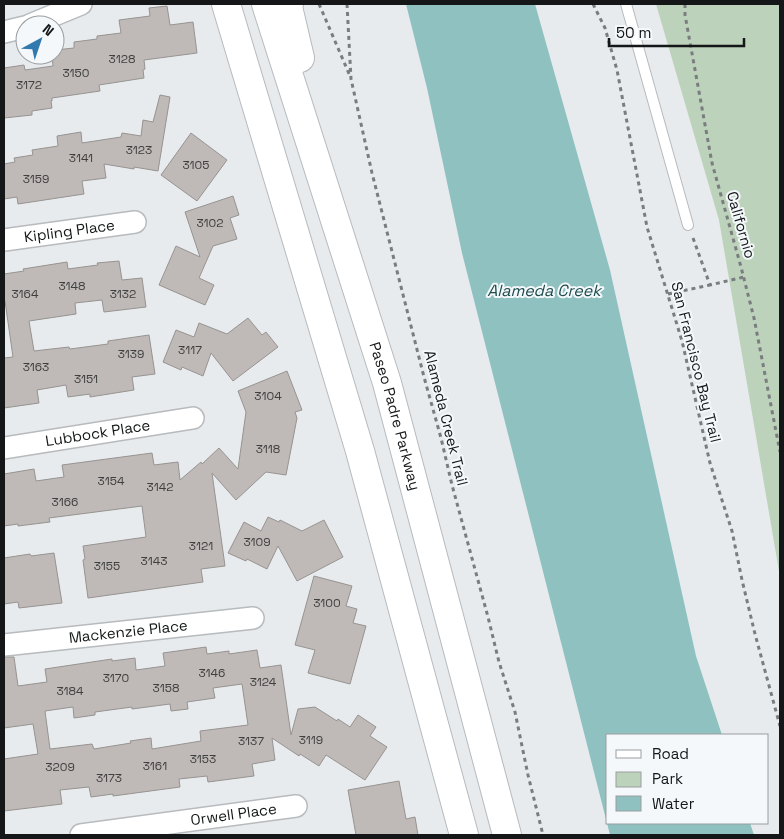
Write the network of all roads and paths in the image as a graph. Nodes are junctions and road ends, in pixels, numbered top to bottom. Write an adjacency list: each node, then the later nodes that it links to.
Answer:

...

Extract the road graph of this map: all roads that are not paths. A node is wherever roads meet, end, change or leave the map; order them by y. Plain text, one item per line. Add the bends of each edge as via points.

==

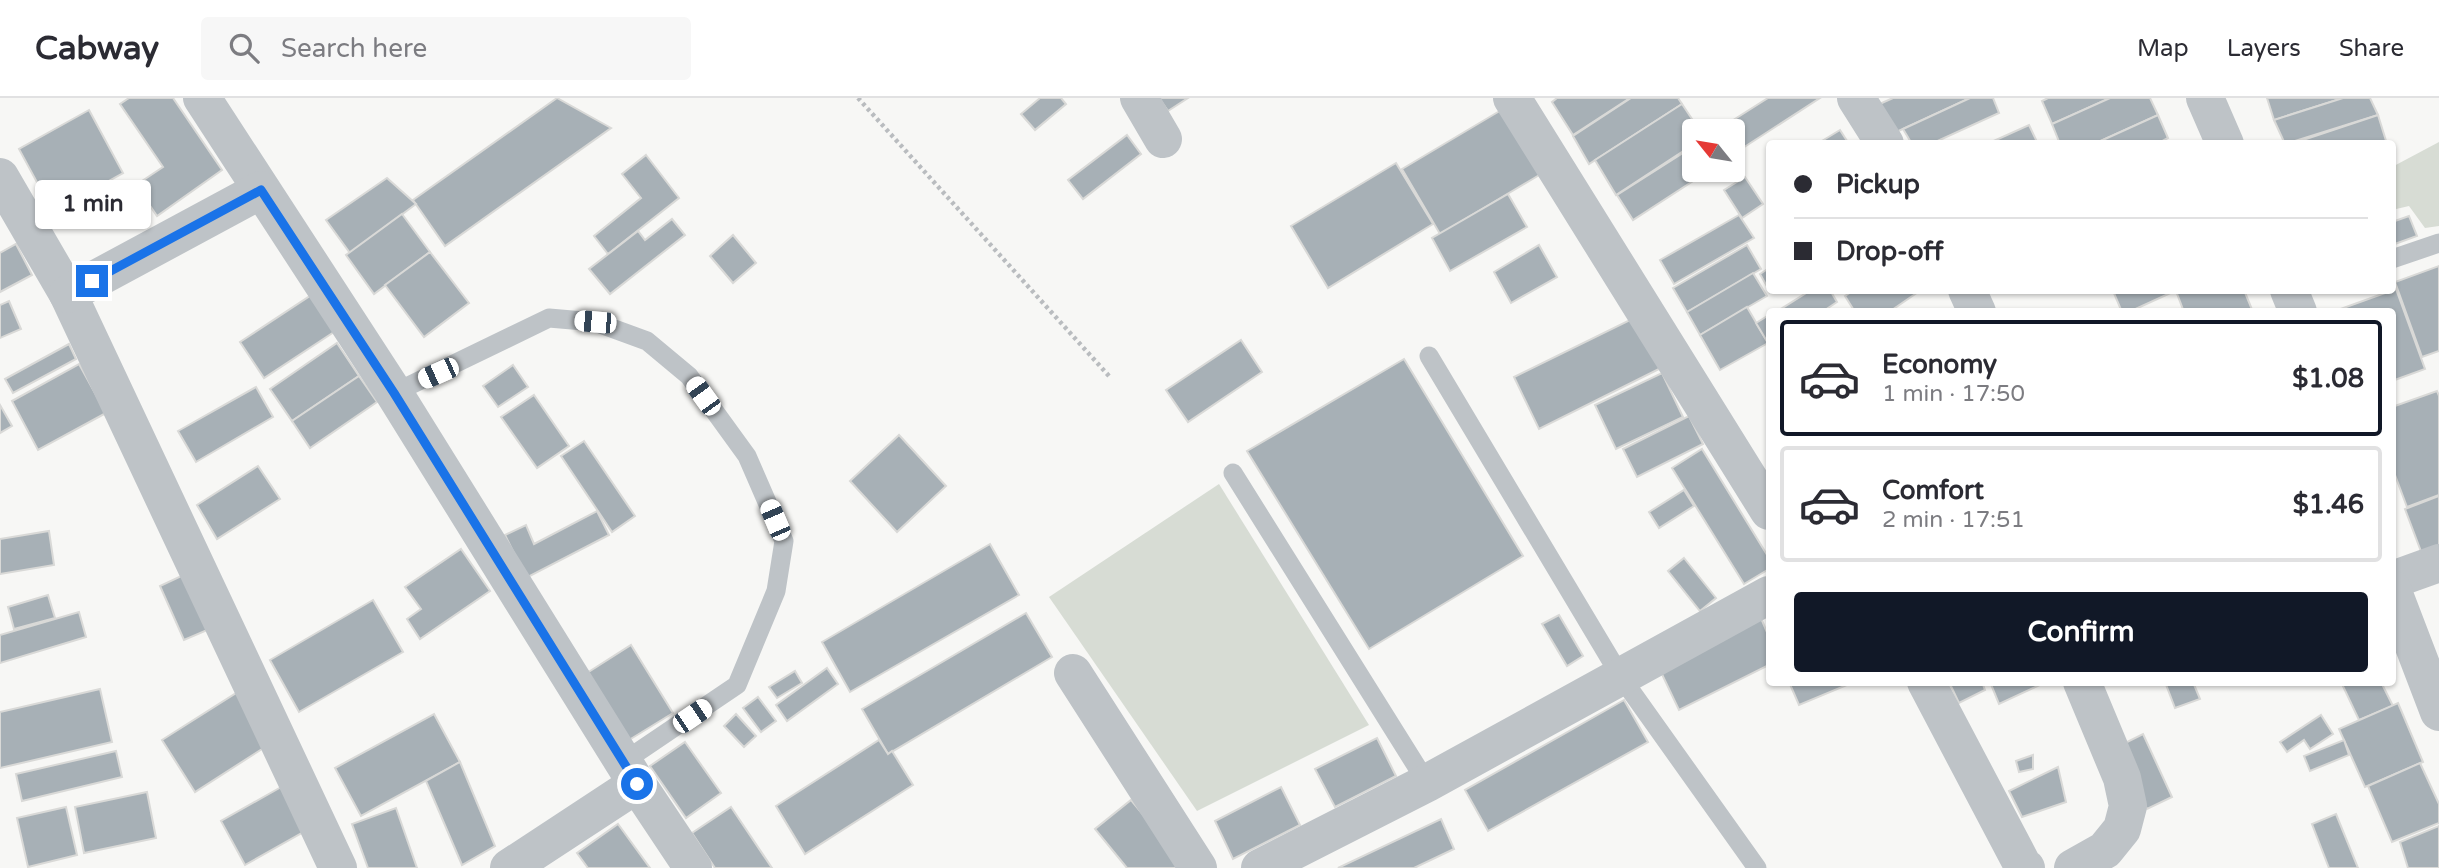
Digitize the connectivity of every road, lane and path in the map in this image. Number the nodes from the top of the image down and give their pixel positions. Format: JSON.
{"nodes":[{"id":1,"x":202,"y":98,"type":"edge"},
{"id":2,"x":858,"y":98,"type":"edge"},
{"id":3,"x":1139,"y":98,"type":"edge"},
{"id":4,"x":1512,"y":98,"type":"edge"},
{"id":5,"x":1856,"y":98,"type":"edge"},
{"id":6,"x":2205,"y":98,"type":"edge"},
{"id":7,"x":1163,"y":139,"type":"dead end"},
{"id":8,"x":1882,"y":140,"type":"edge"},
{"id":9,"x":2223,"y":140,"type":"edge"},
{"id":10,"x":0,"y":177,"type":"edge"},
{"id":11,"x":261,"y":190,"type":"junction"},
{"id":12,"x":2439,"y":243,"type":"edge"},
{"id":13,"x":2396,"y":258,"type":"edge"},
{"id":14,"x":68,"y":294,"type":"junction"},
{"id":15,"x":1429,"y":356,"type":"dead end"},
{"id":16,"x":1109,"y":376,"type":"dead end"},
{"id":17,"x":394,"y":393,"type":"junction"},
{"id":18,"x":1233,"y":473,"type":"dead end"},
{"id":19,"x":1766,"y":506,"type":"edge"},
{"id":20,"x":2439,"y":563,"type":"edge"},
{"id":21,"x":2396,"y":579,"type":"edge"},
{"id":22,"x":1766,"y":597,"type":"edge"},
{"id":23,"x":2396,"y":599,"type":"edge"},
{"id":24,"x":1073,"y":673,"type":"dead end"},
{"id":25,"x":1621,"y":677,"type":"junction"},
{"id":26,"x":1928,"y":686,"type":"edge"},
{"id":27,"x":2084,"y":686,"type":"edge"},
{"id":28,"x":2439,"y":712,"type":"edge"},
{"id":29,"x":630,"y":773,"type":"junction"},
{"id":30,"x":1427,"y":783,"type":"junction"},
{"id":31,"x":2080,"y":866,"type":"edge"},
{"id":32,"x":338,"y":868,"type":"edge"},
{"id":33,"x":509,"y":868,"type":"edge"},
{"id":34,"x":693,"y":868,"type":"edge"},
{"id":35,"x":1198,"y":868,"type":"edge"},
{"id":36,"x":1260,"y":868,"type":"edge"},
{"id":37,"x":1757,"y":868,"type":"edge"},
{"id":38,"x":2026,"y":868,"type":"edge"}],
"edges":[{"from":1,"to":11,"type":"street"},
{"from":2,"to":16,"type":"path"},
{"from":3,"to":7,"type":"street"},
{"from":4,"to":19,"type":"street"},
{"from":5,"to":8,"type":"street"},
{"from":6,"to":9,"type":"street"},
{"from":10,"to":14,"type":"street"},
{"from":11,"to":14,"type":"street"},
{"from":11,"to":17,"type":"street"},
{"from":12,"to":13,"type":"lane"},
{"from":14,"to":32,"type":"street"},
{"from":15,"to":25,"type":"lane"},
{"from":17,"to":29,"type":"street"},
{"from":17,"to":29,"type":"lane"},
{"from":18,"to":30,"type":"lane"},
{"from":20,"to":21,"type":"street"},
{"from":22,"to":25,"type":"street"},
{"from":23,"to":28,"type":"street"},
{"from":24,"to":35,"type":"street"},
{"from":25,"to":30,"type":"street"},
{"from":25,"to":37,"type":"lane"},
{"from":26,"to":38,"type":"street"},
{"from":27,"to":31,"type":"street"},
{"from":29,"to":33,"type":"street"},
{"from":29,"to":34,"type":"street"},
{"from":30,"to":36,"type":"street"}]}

**Your goal:**
Among the lines above, find those that contain the word "each" and copy them.

**Solution:**
Write the network of all roads and paths in the image as a graph. Nodes are junctions and road ends, in pixels, numbered top to bottom. Write an adjacency list: each node, then the later nodes that it links to.
Extract the road graph of this map: all roads that are not paths. A node is wherever roads meet, end, change or leave the map; order them by y. Plain text, one item per line. Add the bends of each edge as via points.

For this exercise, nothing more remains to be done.